* WORK TO COMPLETE *
Whichever lines include the word "Lowe", copy them as they appear in the data.

* SUPPLIED DATA *
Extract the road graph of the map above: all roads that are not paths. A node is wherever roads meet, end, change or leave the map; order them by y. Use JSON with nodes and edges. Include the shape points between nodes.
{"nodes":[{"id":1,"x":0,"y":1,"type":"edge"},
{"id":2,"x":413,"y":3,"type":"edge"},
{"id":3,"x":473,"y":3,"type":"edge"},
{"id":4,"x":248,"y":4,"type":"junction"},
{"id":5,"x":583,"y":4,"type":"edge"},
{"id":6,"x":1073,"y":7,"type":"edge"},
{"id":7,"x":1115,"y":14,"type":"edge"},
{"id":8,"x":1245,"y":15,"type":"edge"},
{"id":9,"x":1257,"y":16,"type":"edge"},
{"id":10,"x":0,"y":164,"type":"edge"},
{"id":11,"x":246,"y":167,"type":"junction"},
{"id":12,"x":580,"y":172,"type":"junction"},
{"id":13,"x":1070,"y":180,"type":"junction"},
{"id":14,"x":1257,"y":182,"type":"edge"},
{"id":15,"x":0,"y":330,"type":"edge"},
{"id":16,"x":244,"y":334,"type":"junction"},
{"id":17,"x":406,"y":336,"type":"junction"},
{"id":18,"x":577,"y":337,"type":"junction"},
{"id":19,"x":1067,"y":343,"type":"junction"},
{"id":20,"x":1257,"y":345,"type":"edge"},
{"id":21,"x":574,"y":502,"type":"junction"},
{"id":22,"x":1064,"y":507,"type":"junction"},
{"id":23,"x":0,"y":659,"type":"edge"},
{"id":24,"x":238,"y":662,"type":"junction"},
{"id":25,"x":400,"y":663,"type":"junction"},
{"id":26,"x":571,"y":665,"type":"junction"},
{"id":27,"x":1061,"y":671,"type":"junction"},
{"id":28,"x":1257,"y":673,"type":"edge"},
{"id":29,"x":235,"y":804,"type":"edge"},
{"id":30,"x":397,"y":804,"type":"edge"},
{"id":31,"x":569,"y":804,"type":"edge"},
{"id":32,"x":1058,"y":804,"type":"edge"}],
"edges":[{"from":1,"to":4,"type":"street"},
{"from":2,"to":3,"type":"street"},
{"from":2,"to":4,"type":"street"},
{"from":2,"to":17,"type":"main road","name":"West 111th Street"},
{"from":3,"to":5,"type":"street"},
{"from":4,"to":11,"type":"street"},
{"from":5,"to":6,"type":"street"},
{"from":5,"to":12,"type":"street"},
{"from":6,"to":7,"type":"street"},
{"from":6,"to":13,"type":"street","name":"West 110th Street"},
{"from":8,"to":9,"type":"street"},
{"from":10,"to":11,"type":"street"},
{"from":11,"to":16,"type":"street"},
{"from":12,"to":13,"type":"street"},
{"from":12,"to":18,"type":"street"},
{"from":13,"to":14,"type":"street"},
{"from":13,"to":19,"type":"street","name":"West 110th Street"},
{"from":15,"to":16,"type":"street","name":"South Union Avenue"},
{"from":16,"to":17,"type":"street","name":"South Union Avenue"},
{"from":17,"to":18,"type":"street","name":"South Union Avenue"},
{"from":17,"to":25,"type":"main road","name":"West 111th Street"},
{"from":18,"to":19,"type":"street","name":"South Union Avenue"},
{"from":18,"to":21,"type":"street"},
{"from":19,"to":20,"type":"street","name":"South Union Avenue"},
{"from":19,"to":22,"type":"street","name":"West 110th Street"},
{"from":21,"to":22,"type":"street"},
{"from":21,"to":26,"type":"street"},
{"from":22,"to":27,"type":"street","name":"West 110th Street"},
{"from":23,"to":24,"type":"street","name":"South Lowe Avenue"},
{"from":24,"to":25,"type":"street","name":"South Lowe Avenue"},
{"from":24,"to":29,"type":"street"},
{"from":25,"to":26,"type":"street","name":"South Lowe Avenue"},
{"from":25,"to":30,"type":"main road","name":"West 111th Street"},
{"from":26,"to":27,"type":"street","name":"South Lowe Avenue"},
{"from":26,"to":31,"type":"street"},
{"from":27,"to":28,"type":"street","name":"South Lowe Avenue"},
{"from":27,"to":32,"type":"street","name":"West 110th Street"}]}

--

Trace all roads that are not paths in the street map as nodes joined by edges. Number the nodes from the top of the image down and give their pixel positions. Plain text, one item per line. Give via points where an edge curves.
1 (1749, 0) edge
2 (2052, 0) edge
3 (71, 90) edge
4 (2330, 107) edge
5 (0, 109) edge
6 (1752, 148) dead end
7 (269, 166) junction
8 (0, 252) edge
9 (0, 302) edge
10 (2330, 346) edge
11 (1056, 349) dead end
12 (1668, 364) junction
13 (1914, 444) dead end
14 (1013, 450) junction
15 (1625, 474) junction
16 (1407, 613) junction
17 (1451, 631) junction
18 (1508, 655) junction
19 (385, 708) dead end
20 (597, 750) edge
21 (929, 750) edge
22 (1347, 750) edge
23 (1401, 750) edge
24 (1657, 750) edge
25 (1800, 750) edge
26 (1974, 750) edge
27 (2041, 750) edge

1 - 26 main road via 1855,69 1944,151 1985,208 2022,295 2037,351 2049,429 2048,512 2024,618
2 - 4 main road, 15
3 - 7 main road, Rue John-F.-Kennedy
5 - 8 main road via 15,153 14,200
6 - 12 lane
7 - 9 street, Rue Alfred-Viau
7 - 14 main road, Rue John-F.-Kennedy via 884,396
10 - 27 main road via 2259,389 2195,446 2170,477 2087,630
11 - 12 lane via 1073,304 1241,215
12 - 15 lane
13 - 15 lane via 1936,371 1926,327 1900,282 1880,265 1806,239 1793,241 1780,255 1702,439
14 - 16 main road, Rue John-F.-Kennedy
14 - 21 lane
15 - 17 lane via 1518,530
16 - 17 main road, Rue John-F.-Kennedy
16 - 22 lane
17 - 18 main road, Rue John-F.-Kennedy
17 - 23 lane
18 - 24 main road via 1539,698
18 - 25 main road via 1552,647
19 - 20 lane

* SOLUTION FOR THIS TASK *
{"from":23,"to":24,"type":"street","name":"South Lowe Avenue"},
{"from":24,"to":25,"type":"street","name":"South Lowe Avenue"},
{"from":25,"to":26,"type":"street","name":"South Lowe Avenue"},
{"from":26,"to":27,"type":"street","name":"South Lowe Avenue"},
{"from":27,"to":28,"type":"street","name":"South Lowe Avenue"},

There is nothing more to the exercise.